--- EXERCISE MATERIAL Enclosed Below ---

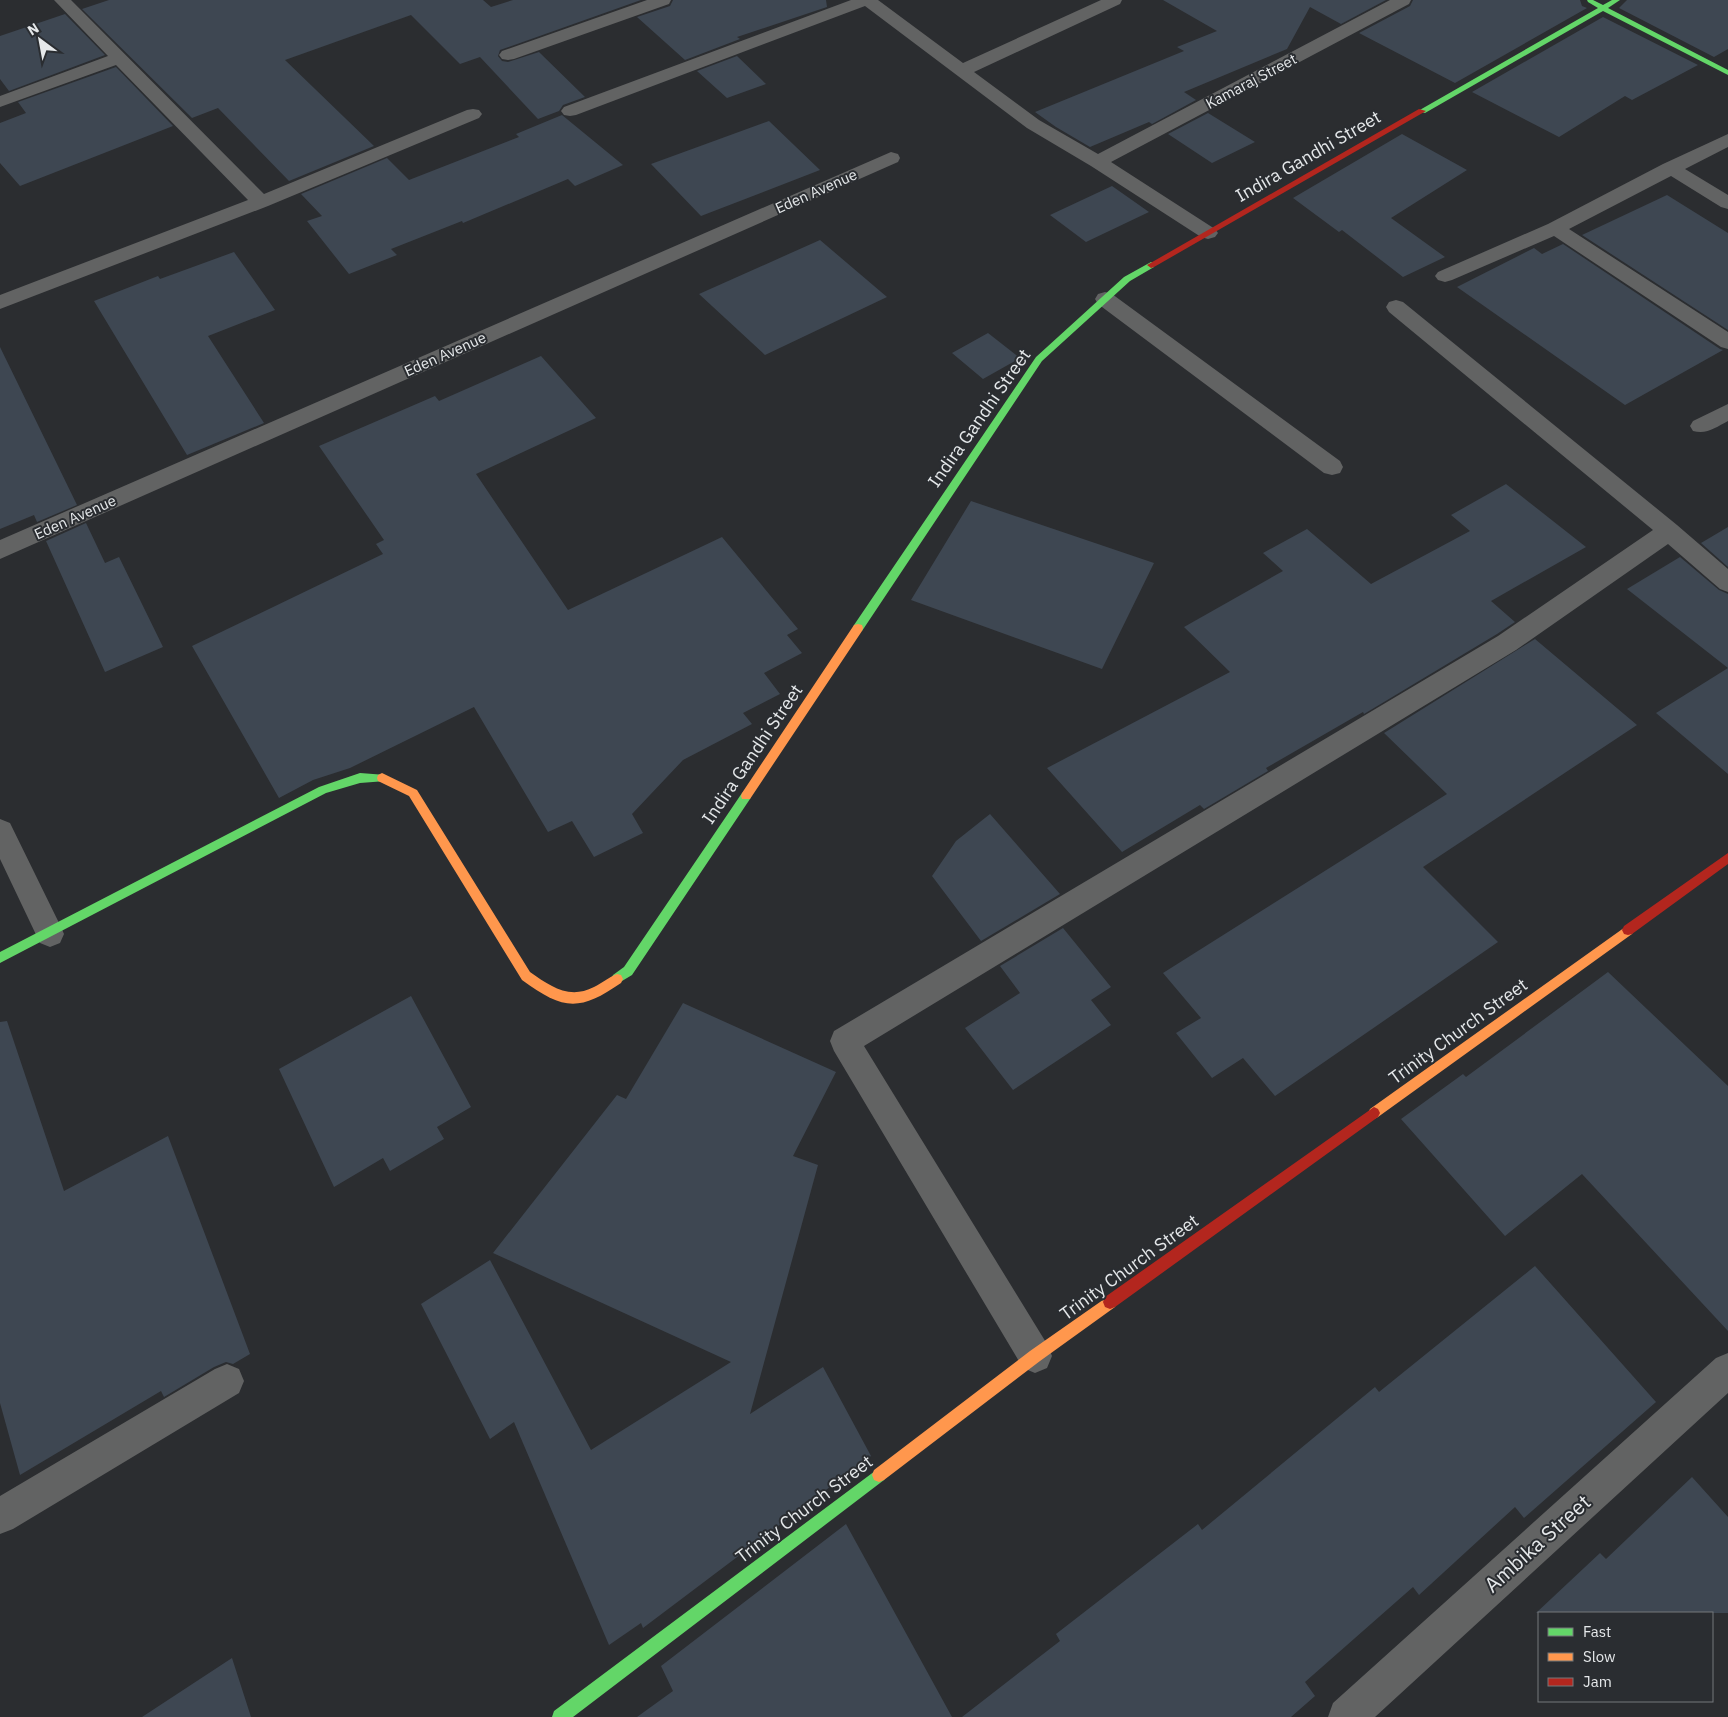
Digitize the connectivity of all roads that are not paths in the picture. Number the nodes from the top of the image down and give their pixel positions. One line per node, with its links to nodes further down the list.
1 (62, 0): 10 (street)
2 (663, 0): 9 (street)
3 (866, 0): 11 (street); 14 (street)
4 (1114, 0): 11 (street)
5 (1404, 0): 18 (street, Kamaraj Street)
6 (1589, 0): 8 (street)
7 (1617, 0): 8 (street, Indira Gandhi Street)
8 (1603, 7): 12 (street); 23 (street, Indira Gandhi Street)
9 (508, 55)
10 (120, 58): 13 (street); 20 (street)
11 (963, 70): 18 (street)
12 (1728, 73)
13 (0, 102)
14 (570, 111)
15 (472, 114): 20 (street)
16 (1728, 140): 19 (street)
17 (890, 158): 33 (street, Eden Avenue)
18 (1098, 162): 23 (street)
19 (1670, 168): 21 (street); 22 (street)
20 (261, 202): 26 (street)
21 (1728, 204)
22 (1555, 228): 24 (street); 28 (street)
23 (1208, 233): 25 (street, Indira Gandhi Street)
24 (1446, 276)
25 (1105, 299): 31 (street); 37 (street, Indira Gandhi Street)
26 (0, 302)
27 (1396, 307): 32 (street)
28 (1728, 342)
29 (1728, 412): 30 (street)
30 (1701, 426)
31 (1332, 467)
32 (1669, 531): 34 (street); 39 (street)
33 (0, 550)
34 (1728, 582)
35 (0, 832): 37 (street)
36 (1728, 858): 39 (street, Trinity Church Street)
37 (50, 934): 38 (street)
38 (0, 958)
39 (1035, 1356): 43 (street, Trinity Church Street)
40 (1728, 1370): 44 (street, Ambika Street)
41 (227, 1381): 42 (street)
42 (0, 1516)
43 (560, 1717)
44 (1347, 1717)

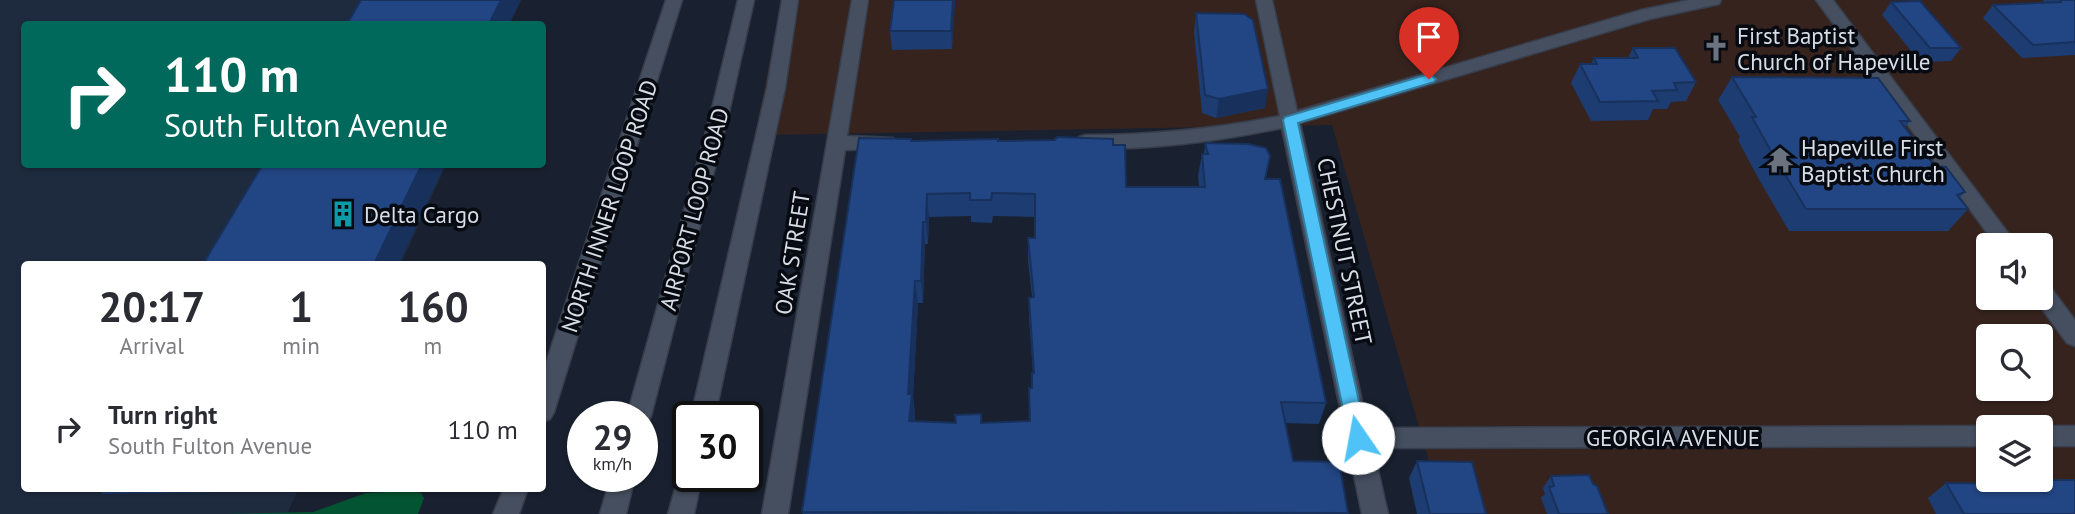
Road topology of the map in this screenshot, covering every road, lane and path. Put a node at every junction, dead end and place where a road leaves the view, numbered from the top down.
1 (674, 0) edge
2 (746, 0) edge
3 (790, 0) edge
4 (860, 0) edge
5 (1264, 0) edge
6 (1713, 0) edge
7 (1824, 0) edge
8 (1674, 4) edge
9 (1290, 120) junction
10 (1070, 142) edge
11 (836, 143) junction
12 (905, 143) edge
13 (1998, 233) edge
14 (2053, 307) edge
15 (2075, 337) edge
16 (546, 400) edge
17 (643, 401) edge
18 (706, 401) edge
19 (1976, 436) edge
20 (2053, 436) edge
21 (2075, 436) edge
22 (1358, 438) junction
23 (514, 492) edge
24 (619, 492) edge
25 (686, 492) edge
26 (506, 514) edge
27 (613, 514) edge
28 (681, 514) edge
29 (775, 514) edge
30 (1375, 514) edge

1 - 16 street, NORTH INNER LOOP ROAD
2 - 17 street, AIRPORT LOOP ROAD
3 - 18 street
4 - 11 street, OAK STREET
5 - 9 street, CHESTNUT STREET
6 - 8 street
7 - 13 street
8 - 9 street
9 - 10 street
9 - 22 street, CHESTNUT STREET
11 - 12 street
11 - 29 street, OAK STREET
14 - 15 street
19 - 22 street, GEORGIA AVENUE
20 - 21 street
22 - 30 street, CHESTNUT STREET
23 - 26 street
24 - 27 street
25 - 28 street

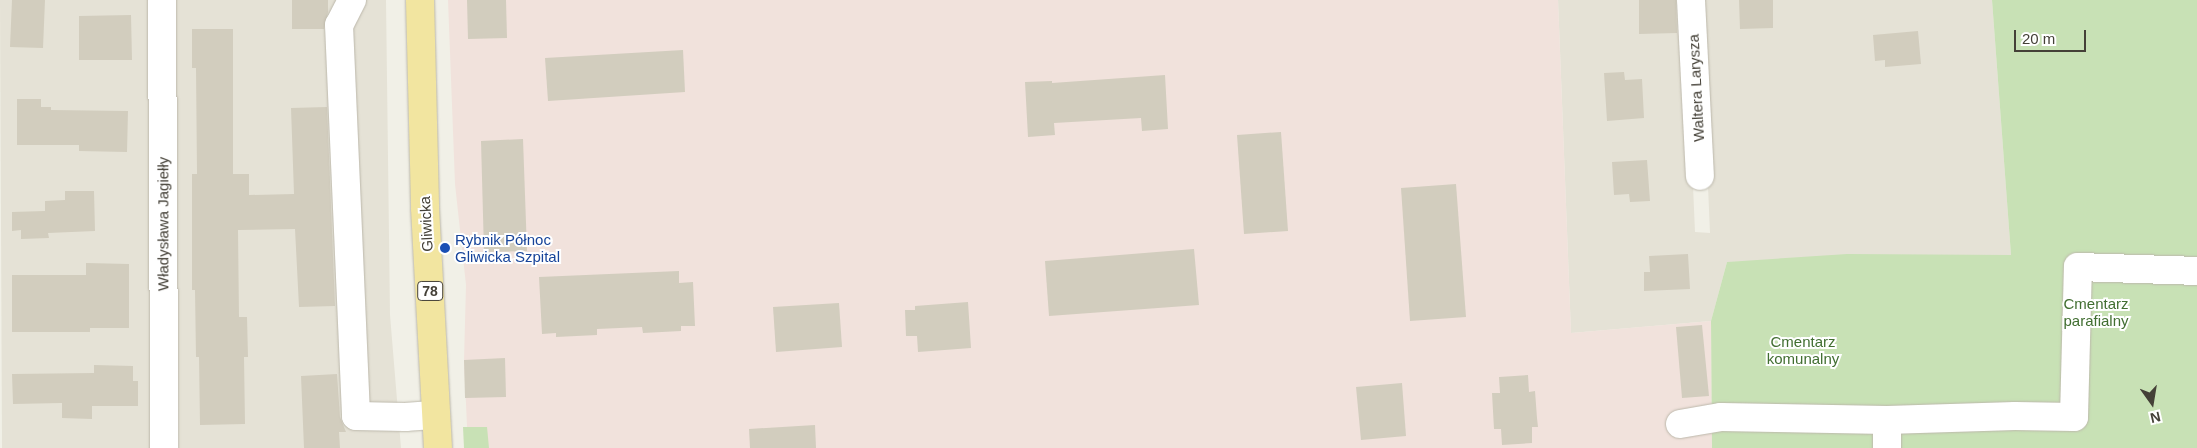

--- End of Enclosed EXERCISE MATERIAL ---

ABOUT THIS TASK: Without including any pictures, output each entry above exactly as it appears.

WRITTEN RESPONSE:
Digitize the connectivity of all roads that are not paths in the picture. Number the nodes from the top of the image down and give their pixel positions. One line per node, with its links to nodes further down the list.
1 (62, 0): 10 (street)
2 (663, 0): 9 (street)
3 (866, 0): 11 (street); 14 (street)
4 (1114, 0): 11 (street)
5 (1404, 0): 18 (street, Kamaraj Street)
6 (1589, 0): 8 (street)
7 (1617, 0): 8 (street, Indira Gandhi Street)
8 (1603, 7): 12 (street); 23 (street, Indira Gandhi Street)
9 (508, 55)
10 (120, 58): 13 (street); 20 (street)
11 (963, 70): 18 (street)
12 (1728, 73)
13 (0, 102)
14 (570, 111)
15 (472, 114): 20 (street)
16 (1728, 140): 19 (street)
17 (890, 158): 33 (street, Eden Avenue)
18 (1098, 162): 23 (street)
19 (1670, 168): 21 (street); 22 (street)
20 (261, 202): 26 (street)
21 (1728, 204)
22 (1555, 228): 24 (street); 28 (street)
23 (1208, 233): 25 (street, Indira Gandhi Street)
24 (1446, 276)
25 (1105, 299): 31 (street); 37 (street, Indira Gandhi Street)
26 (0, 302)
27 (1396, 307): 32 (street)
28 (1728, 342)
29 (1728, 412): 30 (street)
30 (1701, 426)
31 (1332, 467)
32 (1669, 531): 34 (street); 39 (street)
33 (0, 550)
34 (1728, 582)
35 (0, 832): 37 (street)
36 (1728, 858): 39 (street, Trinity Church Street)
37 (50, 934): 38 (street)
38 (0, 958)
39 (1035, 1356): 43 (street, Trinity Church Street)
40 (1728, 1370): 44 (street, Ambika Street)
41 (227, 1381): 42 (street)
42 (0, 1516)
43 (560, 1717)
44 (1347, 1717)

Road topology of the map in this screenshot, covering every road, lane and path. Put a node at every junction, dead end and place where a road leaves the view, numbered from the top down.
1 (674, 0) edge
2 (746, 0) edge
3 (790, 0) edge
4 (860, 0) edge
5 (1264, 0) edge
6 (1713, 0) edge
7 (1824, 0) edge
8 (1674, 4) edge
9 (1290, 120) junction
10 (1070, 142) edge
11 (836, 143) junction
12 (905, 143) edge
13 (1998, 233) edge
14 (2053, 307) edge
15 (2075, 337) edge
16 (546, 400) edge
17 (643, 401) edge
18 (706, 401) edge
19 (1976, 436) edge
20 (2053, 436) edge
21 (2075, 436) edge
22 (1358, 438) junction
23 (514, 492) edge
24 (619, 492) edge
25 (686, 492) edge
26 (506, 514) edge
27 (613, 514) edge
28 (681, 514) edge
29 (775, 514) edge
30 (1375, 514) edge

1 - 16 street, NORTH INNER LOOP ROAD
2 - 17 street, AIRPORT LOOP ROAD
3 - 18 street
4 - 11 street, OAK STREET
5 - 9 street, CHESTNUT STREET
6 - 8 street
7 - 13 street
8 - 9 street
9 - 10 street
9 - 22 street, CHESTNUT STREET
11 - 12 street
11 - 29 street, OAK STREET
14 - 15 street
19 - 22 street, GEORGIA AVENUE
20 - 21 street
22 - 30 street, CHESTNUT STREET
23 - 26 street
24 - 27 street
25 - 28 street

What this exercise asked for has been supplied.